Things what I writ

I sometimes write nonsense about things to try and sound clever

Content Channels

First of all, full marks for getting high page rankings and integrating all sorts of lovely flash advertising and web 2.0 features like the google user pop-in, user comments and article sharing, plus filters, subscriptions, related stories and gazillions of regular ads, without really compromising the page download, but, really, where’s the content gone? This is the regular, non-member, non-CEO, non-attaché, non-content view of a regular forbes.com page and if there was ever a web 2.0 version of the blink tag, this is pretty much it. There’s so much going on here that it takes a while to even fathom where the content is. I mean, obviously its in that slot under the header and next to the left navigation, but with so much distraction (ads doing what they do best), it takes a while to orient yourself. Its a bit like trying to focus on the horizon when a boat is pitching uncontrollably and you’re just about to take a second look at the lobster thermidor you had for lunch. And there’s no handrail. And no boat.

Its probably unfair to pick out Forbes, as there’s any number of article-based sites out there which adopt this style of page format. I say, ‘adopt this style’, but what that really means is ‘crams as many ads into the available space’, even if they are those circular ads which are published by, and point to, yourself. I guess I still hanker after solid design frameworks and excellence in user experience, but as the channels on the internet converge with the channels on TV and other media, it’s predictable that the demands for return on investment drive the content model. Perhaps I should be tipping my hat to the page designers who manage to actually squeeze some content into these pages, notwithstanding the requirements for ad placement, cross-marketing, subscription targets and everything else. That is a real user experience challenge, albeit not one I’d like to have to take on.

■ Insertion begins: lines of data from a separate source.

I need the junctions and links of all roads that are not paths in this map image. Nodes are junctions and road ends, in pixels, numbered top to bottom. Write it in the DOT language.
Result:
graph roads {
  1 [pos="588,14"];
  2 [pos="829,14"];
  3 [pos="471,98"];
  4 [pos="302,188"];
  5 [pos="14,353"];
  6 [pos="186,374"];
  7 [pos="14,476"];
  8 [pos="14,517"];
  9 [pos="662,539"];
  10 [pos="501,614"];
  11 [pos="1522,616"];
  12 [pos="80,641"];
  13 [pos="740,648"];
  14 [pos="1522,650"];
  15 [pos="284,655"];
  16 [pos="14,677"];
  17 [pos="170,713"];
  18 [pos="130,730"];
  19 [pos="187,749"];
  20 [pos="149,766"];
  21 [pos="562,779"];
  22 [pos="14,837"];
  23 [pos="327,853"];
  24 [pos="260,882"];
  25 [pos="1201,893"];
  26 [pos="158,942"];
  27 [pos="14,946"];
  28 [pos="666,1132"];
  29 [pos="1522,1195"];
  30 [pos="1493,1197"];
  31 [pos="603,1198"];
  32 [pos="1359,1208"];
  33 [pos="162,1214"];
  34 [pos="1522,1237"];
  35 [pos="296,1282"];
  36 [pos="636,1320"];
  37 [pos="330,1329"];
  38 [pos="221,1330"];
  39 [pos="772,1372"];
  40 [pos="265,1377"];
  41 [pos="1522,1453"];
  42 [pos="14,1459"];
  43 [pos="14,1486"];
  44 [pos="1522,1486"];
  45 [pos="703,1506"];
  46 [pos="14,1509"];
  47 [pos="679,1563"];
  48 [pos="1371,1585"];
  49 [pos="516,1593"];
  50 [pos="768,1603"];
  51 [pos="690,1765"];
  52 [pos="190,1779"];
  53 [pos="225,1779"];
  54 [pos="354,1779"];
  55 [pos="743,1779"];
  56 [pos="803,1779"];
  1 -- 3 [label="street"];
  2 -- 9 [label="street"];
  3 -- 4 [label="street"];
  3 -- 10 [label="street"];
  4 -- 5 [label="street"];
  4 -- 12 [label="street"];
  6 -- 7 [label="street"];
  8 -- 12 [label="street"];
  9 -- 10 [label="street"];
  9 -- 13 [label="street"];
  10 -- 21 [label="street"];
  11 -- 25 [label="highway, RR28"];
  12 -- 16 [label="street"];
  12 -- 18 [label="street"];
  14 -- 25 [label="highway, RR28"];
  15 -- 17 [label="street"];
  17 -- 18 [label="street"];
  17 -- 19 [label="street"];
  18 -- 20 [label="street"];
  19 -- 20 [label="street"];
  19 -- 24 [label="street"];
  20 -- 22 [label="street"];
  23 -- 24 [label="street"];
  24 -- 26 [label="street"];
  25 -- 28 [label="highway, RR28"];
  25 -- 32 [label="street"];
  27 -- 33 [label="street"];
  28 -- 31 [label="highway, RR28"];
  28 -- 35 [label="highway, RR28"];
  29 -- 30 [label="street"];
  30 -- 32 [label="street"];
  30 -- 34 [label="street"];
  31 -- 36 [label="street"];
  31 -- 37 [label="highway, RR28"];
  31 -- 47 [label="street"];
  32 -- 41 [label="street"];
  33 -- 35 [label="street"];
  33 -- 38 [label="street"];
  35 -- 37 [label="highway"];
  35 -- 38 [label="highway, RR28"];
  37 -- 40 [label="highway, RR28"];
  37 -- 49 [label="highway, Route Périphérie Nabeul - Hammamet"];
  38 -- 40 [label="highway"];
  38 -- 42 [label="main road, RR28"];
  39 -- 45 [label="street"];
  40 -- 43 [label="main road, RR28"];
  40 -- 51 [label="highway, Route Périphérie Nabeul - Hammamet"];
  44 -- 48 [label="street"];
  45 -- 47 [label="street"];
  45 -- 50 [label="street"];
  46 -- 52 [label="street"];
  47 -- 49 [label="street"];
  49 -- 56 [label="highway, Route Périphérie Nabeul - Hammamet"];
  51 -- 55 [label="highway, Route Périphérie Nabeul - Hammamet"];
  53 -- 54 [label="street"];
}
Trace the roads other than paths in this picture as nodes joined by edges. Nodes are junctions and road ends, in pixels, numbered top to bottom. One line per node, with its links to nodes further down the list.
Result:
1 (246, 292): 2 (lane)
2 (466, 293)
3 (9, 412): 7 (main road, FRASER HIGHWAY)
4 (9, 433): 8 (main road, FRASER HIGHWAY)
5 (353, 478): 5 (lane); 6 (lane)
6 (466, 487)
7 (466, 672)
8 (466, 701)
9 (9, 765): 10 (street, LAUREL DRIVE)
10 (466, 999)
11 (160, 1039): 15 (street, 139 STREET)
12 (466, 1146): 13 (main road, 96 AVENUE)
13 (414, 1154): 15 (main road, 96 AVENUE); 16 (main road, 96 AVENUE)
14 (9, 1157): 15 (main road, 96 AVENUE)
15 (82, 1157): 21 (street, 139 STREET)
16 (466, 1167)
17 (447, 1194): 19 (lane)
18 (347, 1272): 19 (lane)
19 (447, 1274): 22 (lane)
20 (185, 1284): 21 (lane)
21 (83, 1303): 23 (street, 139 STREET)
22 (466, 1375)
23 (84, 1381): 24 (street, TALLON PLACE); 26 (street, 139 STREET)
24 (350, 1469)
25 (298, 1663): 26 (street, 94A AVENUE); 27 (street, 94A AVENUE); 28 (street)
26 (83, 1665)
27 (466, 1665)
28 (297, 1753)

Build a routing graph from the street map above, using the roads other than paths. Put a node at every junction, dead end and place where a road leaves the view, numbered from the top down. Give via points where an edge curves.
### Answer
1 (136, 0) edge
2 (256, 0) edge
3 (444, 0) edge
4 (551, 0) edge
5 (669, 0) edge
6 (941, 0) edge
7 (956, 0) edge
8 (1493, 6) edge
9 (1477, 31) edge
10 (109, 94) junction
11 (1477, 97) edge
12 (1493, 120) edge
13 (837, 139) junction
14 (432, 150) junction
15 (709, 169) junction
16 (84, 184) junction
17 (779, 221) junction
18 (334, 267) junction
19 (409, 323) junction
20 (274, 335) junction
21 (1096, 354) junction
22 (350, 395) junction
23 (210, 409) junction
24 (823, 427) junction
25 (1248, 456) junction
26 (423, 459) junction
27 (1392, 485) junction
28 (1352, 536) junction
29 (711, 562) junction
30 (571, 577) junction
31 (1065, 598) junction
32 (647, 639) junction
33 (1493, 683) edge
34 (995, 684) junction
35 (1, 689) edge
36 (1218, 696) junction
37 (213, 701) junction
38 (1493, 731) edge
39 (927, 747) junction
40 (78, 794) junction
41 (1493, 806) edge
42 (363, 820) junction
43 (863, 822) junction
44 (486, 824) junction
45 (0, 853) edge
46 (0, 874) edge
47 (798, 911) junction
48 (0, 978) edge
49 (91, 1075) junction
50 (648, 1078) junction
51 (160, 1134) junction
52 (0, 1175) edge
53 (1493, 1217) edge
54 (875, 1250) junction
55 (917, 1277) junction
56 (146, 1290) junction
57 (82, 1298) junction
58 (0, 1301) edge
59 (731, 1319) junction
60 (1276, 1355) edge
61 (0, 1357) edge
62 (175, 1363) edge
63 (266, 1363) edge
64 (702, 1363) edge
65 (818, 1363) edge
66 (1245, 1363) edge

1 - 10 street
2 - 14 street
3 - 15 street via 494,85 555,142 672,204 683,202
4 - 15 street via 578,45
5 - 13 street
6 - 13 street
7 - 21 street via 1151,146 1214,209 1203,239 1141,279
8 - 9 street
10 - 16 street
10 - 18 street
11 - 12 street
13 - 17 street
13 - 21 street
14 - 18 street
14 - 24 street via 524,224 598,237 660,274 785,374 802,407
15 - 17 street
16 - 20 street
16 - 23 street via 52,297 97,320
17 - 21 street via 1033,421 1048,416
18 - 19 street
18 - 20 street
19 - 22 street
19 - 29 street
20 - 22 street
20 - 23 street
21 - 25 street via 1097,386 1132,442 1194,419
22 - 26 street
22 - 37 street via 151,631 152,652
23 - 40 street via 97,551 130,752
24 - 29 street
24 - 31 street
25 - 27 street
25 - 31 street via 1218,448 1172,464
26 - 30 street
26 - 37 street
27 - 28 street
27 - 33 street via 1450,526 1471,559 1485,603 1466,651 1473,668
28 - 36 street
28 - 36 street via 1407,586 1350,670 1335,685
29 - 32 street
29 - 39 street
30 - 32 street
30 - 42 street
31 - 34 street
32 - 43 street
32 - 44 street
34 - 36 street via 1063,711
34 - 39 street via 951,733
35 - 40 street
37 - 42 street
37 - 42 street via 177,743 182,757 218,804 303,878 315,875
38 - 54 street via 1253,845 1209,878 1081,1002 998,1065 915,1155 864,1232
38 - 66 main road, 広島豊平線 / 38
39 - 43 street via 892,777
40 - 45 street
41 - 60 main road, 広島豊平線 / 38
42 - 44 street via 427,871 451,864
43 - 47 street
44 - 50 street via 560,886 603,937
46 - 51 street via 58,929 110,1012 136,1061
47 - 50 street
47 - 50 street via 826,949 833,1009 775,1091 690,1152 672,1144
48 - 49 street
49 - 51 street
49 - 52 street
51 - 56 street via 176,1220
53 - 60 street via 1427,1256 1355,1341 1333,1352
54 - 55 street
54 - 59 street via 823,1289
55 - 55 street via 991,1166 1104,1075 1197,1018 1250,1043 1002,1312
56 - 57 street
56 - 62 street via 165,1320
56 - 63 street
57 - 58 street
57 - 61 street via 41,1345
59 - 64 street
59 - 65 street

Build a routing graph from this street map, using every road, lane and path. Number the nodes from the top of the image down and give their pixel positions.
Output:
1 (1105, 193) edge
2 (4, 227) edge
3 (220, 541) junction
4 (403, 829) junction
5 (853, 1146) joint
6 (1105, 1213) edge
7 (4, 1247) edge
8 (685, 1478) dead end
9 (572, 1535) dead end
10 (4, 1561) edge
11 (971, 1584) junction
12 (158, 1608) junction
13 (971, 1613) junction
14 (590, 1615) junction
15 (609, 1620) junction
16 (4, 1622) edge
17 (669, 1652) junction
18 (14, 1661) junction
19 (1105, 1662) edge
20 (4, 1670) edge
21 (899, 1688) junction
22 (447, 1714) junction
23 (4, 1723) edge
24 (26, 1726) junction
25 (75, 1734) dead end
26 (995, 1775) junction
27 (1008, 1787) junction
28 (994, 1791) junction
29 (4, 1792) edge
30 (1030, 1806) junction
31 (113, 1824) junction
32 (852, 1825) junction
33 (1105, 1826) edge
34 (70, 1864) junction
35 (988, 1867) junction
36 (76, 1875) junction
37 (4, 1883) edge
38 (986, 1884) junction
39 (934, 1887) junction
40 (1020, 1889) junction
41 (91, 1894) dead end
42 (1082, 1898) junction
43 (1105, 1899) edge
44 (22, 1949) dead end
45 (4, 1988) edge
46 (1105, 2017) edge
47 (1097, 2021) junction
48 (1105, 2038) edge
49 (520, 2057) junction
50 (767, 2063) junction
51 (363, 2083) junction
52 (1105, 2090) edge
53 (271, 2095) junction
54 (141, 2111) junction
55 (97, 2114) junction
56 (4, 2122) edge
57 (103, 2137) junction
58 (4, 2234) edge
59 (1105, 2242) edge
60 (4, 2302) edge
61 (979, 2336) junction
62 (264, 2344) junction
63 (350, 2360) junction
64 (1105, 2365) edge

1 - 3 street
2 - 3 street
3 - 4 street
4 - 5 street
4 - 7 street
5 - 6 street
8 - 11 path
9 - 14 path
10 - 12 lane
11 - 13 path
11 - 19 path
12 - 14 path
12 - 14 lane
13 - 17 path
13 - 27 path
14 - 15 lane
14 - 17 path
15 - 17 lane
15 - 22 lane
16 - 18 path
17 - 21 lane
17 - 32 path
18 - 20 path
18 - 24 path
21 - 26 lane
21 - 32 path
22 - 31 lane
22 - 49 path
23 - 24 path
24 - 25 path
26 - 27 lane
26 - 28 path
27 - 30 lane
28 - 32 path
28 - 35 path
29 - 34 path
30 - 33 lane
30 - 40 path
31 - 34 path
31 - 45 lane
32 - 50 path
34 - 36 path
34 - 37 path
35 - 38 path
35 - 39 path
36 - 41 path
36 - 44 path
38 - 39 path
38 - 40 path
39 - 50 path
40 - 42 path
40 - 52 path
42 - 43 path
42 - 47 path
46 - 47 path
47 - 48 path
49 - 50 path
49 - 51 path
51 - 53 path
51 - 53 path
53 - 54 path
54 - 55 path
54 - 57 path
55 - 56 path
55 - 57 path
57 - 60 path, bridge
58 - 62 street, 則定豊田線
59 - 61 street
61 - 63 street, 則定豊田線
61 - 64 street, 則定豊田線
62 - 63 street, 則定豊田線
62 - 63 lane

As we begin to talk about ‘content channels’ for sun.com and how we surface rolling content on our existing navigation and page class pages, we are in the (probably) enviable position, from a user experience perspective, of owning not only the whole page, but also the content channel itself, so we can build it pretty much anyway we see fit, within our established web design framework. Maybe it would actually be easier to know that for given page types, we are only allowed to utilize a space 200×200 in the 3rd column using specific technology and hosted on a 3rd-party server that only allows you to add clear text and a 60X60 graphic – but easier isn’t necessarily better.

Mind you, we haven’t designed for the sun.com content channels yet, so its difficult to pontificate about the relative merits of total ownership of design against paid-for content services, although, naturally, that won’t stop me.

Listening Post: Holy F**k: Lovely Allen

you am demographic

dammit. not even partially recovered from the oi!, baldy! ads that have appeared to be targetting me successfully, I’m finding myself in the box marked “fatso” and now I’m reminded that being a middle-aged englishman (for tis surely the trigger) means that I’m obviously failing miserably to combat to the encroaching sidewaysness of myself and I need to find out how to look like the middle part of someone from gladiators. I’m guessing that the 5 mistakes I’m making might include eating, sitting still all day, eating some more, not going out, etc., but, you never know, there might be something I’d never thought of.

I’m just waiting for the oi! speccy! ads to come back into rotation and then I’ll consider myself to have the full demographic ad set and I’ll go and do something right mad like make a 3d version of myself because it’s fun! and free!

Ad Server Finger Drumming

It is quite possibly a consequence of my patience becoming inversely proportional to my age, but recently, waiting for ad servers to respond in order to complete loading a page is really ticking me off. I’m not bothered about about ads which take a while to load while I’m actually reading the page I requested, but what really gets my fingers drumming on the desk and puts my laser mouse in imminent danger of being crashed unceremoniously against the woodwork with accompanying cries of “c’mon! C’MON-AH!”, is ad server code that halts a page load mid-stream until its finished its business. I’m sure the page owners have bought into the most efficient geo-located edge-based web service out there, so why is it increasingly the case that while pages get faster, ad servers seem to get slower? Perhaps it’s a deliberate interaction feature, I mean, nothing grabs your attention more than a broken page, but from a customer experience point of view, I don’t think that’s a journey I would normally care to continue with.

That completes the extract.